When I was young, I believed that once love came to my life, everything would fall into place. That whatever the trials it brought, whatever the lessons, love alone would be enough to sustain, a sort of glue that would bind two hearts in perpetuity.
He came into my life on a breath of wind from the desert. The first time we met I was so disoriented I got lost on my drive home. I described him to my friends as the most interesting man I had ever met, and qualified it with the statement that I would never date him. After all, he told me he was going back to Africa in 3 years, and when he spoke of his homeland, the love he felt for it filled all the spaces in the room. I was searching for a partner to share my life, so I decided he would be my friend. He decided the moment he looked at me that I was the love he had been waiting for. He texted me daily with morning greetings and evening good nights. It was strange that it didn’t irritate me. I thought it was kind of sweet. A few weeks after we met, I ran into him at a bar. I was with another man who I had just met. As soon as I saw him, all thoughts of being just a friend vanished. All I wanted was for the guy I was with to disappear (he did), so I could be with this most fascinating man. He is tall and strong, with quiet confidence. And when he put his arm around me that night I literally melted into him. When I kissed him I was completely lost. I don’t get overcome very easily, though I write about it in poetry, it’s always a feeling I want to experience, not one I AM experiencing. Yet here I was in the so desired state of bliss, with the comfort of those who have known each other for lifetimes. I felt like I was dating the most interesting man in town. Maybe even the whole state. Possibly the world.

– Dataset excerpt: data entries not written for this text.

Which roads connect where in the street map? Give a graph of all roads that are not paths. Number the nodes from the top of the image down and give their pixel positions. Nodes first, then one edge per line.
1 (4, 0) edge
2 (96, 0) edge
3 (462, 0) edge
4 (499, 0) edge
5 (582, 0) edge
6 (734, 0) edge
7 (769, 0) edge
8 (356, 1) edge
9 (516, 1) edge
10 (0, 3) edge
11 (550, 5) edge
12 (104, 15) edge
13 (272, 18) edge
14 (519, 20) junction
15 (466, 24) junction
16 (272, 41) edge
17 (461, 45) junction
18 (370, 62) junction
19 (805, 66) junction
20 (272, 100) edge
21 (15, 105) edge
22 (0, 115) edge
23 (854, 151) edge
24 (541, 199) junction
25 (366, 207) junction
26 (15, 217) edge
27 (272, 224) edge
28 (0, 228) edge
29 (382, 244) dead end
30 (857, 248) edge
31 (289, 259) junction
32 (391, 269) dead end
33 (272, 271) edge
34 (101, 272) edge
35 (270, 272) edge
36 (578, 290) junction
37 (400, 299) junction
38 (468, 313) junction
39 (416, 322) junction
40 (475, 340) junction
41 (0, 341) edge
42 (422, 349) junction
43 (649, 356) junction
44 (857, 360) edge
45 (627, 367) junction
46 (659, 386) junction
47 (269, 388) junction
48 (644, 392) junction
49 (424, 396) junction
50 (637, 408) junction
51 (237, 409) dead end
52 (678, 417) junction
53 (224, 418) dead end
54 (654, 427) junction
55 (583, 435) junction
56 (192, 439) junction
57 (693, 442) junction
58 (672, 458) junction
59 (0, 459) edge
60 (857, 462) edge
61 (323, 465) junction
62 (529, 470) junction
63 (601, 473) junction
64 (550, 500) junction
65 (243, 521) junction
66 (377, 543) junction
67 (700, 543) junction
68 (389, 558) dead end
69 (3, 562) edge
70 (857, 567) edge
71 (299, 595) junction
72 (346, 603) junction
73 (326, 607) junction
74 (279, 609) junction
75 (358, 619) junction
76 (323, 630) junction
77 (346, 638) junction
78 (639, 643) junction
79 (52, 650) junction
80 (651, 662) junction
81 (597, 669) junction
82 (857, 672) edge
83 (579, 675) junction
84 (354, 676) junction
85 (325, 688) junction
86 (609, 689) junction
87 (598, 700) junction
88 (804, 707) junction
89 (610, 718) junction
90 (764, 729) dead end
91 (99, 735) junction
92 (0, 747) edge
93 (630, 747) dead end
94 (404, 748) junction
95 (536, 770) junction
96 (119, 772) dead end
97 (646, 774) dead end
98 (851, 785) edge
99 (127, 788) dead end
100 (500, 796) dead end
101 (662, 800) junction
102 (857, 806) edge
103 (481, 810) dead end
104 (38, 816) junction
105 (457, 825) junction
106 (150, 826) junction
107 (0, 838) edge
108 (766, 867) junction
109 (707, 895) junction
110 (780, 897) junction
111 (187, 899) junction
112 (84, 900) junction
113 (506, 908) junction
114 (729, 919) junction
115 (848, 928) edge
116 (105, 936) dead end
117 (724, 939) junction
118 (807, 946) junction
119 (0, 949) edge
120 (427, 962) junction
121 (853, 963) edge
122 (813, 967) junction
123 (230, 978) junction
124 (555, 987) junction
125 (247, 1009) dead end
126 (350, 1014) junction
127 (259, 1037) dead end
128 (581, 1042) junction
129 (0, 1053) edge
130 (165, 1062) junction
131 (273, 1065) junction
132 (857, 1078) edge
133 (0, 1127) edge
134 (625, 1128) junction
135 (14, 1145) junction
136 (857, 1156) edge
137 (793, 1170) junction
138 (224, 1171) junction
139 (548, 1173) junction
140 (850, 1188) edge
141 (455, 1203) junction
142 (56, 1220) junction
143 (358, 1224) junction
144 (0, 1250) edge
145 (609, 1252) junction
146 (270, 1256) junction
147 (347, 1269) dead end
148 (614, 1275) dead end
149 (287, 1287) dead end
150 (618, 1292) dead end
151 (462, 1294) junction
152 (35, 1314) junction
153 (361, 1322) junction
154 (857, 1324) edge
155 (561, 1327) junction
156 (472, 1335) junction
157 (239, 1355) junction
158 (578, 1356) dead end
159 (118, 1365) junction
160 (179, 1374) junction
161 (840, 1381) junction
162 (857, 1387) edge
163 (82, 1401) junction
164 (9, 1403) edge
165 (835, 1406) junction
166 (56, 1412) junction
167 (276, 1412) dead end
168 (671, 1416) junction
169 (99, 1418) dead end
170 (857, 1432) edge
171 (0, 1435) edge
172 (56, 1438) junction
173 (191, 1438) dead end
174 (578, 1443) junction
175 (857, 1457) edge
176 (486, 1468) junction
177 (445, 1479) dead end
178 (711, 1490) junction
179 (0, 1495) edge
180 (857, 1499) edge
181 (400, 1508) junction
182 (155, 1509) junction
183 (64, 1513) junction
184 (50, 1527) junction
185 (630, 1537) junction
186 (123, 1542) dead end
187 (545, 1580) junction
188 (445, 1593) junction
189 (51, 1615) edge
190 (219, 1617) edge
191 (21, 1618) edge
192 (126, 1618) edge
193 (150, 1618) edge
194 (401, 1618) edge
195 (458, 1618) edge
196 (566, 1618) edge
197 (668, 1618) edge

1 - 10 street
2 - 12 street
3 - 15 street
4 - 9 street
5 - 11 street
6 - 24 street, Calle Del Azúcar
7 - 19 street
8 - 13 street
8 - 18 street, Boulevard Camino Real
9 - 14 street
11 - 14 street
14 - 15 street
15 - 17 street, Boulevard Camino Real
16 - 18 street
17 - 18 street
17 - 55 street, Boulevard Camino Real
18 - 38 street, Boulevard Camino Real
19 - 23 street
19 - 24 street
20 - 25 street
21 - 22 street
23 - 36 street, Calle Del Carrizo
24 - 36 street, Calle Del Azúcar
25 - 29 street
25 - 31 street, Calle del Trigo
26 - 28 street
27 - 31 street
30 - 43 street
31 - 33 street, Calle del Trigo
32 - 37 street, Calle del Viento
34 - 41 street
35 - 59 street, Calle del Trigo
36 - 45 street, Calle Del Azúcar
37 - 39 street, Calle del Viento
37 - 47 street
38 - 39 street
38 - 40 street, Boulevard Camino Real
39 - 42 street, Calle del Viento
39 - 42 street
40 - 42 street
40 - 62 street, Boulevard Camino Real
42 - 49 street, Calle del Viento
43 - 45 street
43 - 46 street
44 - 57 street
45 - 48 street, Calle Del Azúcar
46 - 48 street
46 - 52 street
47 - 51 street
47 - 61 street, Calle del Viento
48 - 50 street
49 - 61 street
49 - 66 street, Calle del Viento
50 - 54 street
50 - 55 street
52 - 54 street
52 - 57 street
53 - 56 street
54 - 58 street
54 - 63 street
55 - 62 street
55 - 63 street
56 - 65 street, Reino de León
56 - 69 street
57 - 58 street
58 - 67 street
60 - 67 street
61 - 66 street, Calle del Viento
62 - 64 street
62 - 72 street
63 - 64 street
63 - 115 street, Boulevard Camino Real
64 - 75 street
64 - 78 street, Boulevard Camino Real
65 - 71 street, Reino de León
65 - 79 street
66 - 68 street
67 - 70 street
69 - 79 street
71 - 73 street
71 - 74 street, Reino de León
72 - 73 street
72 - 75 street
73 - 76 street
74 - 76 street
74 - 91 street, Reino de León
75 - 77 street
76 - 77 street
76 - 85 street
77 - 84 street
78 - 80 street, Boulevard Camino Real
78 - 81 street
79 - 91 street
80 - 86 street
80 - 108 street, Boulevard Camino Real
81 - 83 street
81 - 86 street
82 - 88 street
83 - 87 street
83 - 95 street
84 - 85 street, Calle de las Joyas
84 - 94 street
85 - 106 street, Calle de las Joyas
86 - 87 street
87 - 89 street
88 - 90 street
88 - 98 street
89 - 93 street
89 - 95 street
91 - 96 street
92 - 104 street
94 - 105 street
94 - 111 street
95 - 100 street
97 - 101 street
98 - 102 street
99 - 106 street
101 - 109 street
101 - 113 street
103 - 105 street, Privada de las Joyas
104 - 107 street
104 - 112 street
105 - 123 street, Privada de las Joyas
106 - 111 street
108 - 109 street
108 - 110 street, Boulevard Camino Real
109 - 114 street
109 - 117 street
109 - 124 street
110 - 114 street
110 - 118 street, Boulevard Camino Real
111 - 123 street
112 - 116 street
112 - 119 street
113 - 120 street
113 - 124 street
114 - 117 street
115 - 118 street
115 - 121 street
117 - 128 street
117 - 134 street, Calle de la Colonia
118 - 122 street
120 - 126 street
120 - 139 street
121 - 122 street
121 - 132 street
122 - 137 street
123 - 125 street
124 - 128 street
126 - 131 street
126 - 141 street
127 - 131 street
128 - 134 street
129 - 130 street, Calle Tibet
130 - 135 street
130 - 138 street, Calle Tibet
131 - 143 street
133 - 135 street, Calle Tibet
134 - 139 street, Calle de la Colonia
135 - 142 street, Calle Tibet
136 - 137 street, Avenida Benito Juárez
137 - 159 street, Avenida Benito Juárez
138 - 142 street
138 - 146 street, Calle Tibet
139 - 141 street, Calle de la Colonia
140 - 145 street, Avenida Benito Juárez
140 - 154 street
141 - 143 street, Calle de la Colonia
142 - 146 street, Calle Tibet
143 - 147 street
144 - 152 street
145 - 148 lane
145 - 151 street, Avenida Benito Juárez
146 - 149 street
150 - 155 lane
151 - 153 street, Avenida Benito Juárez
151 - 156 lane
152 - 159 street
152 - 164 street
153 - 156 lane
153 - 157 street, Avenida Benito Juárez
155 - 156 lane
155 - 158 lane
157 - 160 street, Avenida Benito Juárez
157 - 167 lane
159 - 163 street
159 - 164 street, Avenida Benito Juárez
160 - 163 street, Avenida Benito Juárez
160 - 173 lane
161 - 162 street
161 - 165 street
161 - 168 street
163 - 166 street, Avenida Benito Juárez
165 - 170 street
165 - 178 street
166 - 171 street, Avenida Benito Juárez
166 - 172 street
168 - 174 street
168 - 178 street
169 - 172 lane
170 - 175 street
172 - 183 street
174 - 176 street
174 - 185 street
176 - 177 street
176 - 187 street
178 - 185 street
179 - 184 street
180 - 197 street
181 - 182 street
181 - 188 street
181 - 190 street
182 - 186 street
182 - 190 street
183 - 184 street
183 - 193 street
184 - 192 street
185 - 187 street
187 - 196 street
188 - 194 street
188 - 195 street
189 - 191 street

I did what I do so often in relationships. I excused what I knew didn’t work for me, painted over it with all the parts that did work. I vowed never to date a smoker, a huge trigger for me from a childhood of watching my father die slowly, always with a cigarette in his hand. Here I was loving a man with a pack a day habit, listening to him tell me he was going to quit and believing in the strong mystique of his tribal fierceness that for him it would not be a problem.
I love to talk about life and emotions and what makes us the way we are. I love to extract the gems from the depths of our beings. Rabbit holes are my favorite hang out spot. Yet here I was loving a man who preferred not to speak at all, and when he did they were nostalgic stories. Fascinating stories, the stuff of dreams that were his formative years as a desert nomad. I clung to the moments of storytelling, living without any dialogue about our present states, who we were, who we wanted to be, what works for us. I dissolved into the exceptionally affectionate arms of a silent warrior. I felt protected. I felt like love was enough.
I believed that I was with a man who loved me as I was. Who never asked me to change. I felt guilt for all the things I wanted to change about him. I did ask for what I needed, and spoke candidly about what I wanted in the beginning. It was met with a firm ‘this is not who I am’. And I stayed, not honoring my needs, until I finally realized that while he did love me, it really wasn’t for me as I am. I chose to silence myself, until resentment built, until I no longer craved his embrace. When that moment happened I knew I could no longer explore the land of silence, it was time to talk about us.
The agony of anticipation wrecked my nervous system for a week. Delaying the inevitable until the timing was appropriate created a space for stories to be told, outcomes divined, nerves raw and stomach roiling in the unknown land of limbo. I did my best to center myself and finally believed I was okay with any outcome. I arrived at his house in a state of resolve, and none of the scenarios I played out beforehand were even close to the reality I encountered.
He too wanted to talk. For him, it is the inevitable leaving. Whether it’s because he is a desert dweller in a northern forest, or simply the nature of a nomad, we both know he is not happy living in my version of paradise. The desert he loves makes me sick with heat. The rain I love drowns his happiness.
As we talked and the layers of discontent were peeled away I found that the only thing left was the love we had for each other. I was somewhat surprised to discover my heart broken, shuddering tears as I left his arms. He asked me to stay, wanted me to stay, yet the feeling I had when he held me while I cried was the same solid strength and comfort of the beginning of our romance, and it burdened me with a torrent of grief. We resolved to be friends always, which mostly comforted but also left a residual ache. A wondering if we might get it right in the next lifetime. If we might arrive with what it takes to make love survive. For love alone is not enough.